Mesmo baleado, advogado dirige até o hospital

Ele foi cercado, quando voltava do trabalho, por dois homens que pediram o carro, teria reagido e levou um tiro no ombro

Camilla Haddad, O Estado de S.Paulo

08 Janeiro 2011 | 00h00

Mesmo baleado no peito após uma tentativa de assalto, na noite de anteontem, o advogado Sebastião Soares, de 67 anos, conseguiu dirigir até o Hospital e Maternidade São Carlos, na Vila Matilde, zona leste da capital, no mesmo quarteirão do crime, mas acabou morrendo na mesa de cirurgia.

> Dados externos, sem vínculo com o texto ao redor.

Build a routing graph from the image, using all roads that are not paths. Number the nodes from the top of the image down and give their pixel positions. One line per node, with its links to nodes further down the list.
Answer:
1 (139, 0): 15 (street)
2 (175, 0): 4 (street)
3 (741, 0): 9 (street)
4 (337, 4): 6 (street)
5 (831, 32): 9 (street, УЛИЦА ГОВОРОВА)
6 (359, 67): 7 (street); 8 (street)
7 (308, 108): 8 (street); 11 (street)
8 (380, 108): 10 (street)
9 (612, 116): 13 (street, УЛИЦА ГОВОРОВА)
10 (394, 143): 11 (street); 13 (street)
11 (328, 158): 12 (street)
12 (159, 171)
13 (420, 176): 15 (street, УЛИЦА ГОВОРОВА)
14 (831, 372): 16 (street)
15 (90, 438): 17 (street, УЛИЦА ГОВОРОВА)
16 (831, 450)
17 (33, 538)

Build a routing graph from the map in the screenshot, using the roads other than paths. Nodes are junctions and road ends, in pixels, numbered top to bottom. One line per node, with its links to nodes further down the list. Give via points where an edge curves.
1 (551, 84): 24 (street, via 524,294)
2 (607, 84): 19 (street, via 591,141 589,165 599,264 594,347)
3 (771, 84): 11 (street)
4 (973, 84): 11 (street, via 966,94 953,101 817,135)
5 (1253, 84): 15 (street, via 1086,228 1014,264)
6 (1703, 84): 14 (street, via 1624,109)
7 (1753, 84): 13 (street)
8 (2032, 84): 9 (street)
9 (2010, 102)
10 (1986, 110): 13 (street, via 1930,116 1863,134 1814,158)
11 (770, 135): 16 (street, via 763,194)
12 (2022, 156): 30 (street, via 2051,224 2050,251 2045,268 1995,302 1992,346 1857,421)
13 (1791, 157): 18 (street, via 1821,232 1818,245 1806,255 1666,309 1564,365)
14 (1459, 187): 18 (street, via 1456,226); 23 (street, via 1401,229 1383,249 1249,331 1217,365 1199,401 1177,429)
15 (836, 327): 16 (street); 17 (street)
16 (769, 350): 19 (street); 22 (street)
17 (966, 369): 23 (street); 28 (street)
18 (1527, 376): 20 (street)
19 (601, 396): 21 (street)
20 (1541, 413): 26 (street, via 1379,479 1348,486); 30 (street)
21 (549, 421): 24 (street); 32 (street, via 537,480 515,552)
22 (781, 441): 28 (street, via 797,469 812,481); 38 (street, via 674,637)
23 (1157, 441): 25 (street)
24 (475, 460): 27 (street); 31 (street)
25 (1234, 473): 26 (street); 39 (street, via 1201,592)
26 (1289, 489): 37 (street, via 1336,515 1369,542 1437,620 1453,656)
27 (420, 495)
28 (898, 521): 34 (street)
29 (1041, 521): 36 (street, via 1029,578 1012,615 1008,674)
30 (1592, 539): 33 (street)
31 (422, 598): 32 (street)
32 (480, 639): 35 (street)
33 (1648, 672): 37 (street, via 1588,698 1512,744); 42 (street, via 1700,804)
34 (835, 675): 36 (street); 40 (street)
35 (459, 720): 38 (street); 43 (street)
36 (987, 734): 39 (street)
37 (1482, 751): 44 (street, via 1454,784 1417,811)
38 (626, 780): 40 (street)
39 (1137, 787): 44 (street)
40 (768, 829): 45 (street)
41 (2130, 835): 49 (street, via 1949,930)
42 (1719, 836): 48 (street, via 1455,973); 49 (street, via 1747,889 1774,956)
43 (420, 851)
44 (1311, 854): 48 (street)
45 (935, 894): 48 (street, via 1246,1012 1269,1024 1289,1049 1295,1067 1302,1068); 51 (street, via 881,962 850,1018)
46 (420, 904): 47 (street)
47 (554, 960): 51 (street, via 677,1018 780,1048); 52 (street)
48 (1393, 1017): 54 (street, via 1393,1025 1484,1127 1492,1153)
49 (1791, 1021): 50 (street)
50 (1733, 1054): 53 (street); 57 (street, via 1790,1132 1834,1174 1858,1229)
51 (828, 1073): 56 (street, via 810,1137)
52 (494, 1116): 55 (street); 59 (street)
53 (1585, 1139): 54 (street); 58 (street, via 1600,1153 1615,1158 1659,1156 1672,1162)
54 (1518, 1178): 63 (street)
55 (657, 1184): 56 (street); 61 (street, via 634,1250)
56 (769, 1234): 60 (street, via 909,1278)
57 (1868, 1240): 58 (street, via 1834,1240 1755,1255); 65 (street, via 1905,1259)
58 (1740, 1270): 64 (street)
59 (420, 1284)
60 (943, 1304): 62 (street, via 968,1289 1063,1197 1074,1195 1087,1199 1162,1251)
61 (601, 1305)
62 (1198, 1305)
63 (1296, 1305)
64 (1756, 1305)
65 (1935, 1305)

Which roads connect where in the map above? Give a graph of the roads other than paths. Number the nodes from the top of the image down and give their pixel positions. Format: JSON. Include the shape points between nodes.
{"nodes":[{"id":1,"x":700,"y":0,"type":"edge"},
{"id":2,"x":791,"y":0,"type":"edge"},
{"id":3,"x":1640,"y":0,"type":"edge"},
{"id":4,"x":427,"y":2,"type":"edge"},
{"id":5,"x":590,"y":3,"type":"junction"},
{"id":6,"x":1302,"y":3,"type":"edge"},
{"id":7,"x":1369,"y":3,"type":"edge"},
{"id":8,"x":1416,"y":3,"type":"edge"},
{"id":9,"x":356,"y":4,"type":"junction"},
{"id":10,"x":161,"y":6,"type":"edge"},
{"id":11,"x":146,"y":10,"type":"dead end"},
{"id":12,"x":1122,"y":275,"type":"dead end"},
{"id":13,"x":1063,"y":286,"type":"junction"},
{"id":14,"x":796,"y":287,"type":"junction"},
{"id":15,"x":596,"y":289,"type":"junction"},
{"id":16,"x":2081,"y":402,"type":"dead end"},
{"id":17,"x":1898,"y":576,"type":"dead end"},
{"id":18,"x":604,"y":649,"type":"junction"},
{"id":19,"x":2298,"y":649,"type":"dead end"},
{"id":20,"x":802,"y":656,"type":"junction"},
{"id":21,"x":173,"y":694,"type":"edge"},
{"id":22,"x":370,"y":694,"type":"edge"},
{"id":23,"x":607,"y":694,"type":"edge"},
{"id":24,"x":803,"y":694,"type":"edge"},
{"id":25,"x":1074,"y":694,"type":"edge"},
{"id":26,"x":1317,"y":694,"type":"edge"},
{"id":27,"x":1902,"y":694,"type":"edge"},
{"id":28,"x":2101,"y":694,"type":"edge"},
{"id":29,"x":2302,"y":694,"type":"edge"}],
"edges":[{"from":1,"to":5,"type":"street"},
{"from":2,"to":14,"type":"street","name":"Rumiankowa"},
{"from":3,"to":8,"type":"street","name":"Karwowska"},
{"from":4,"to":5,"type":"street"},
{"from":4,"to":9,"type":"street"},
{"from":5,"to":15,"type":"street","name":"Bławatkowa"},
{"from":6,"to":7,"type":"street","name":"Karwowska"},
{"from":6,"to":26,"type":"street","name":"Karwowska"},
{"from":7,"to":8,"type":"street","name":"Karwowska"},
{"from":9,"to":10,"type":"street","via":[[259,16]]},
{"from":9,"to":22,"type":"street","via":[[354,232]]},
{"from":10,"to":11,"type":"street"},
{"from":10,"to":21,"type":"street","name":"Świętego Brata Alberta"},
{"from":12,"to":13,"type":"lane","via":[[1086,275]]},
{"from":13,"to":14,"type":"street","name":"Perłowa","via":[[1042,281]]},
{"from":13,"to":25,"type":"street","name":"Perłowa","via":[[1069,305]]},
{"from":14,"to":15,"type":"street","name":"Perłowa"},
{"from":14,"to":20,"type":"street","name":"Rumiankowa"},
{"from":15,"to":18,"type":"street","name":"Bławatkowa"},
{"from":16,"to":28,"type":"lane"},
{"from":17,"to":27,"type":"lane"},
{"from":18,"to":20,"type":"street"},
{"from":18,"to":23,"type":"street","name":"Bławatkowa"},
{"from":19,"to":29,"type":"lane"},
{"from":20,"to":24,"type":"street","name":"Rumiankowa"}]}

Soares foi abordado por volta das 19h30 de quinta-feira por dois homens que queriam levar seu carro, um Civic preto com placa de Guarulhos. Os dois estavam em uma moto, que tinha a placa virada para impedir a identificação. Segundo a polícia, a hipótese mais provável é que Soares tenha acelerado o veículo quando foi cercado.

O tiro atingiu a região do ombro do advogado, que não entregou o veículo, e seguiu rumo à Rua Joaquim Marra, onde fica o hospital. A vítima pediu ajuda no pronto-socorro e foi levada para o centro cirúrgico ainda consciente. Policiais militares foram chamados por testemunhas e conseguiram ouvir algumas palavras de Soares antes que ele fosse operado.

Segundo policiais militares, ele disse que foi cercado por dois desconhecidos, mas não comentou sobre uma suposta reação. Cerca de meia hora depois, ele morreu.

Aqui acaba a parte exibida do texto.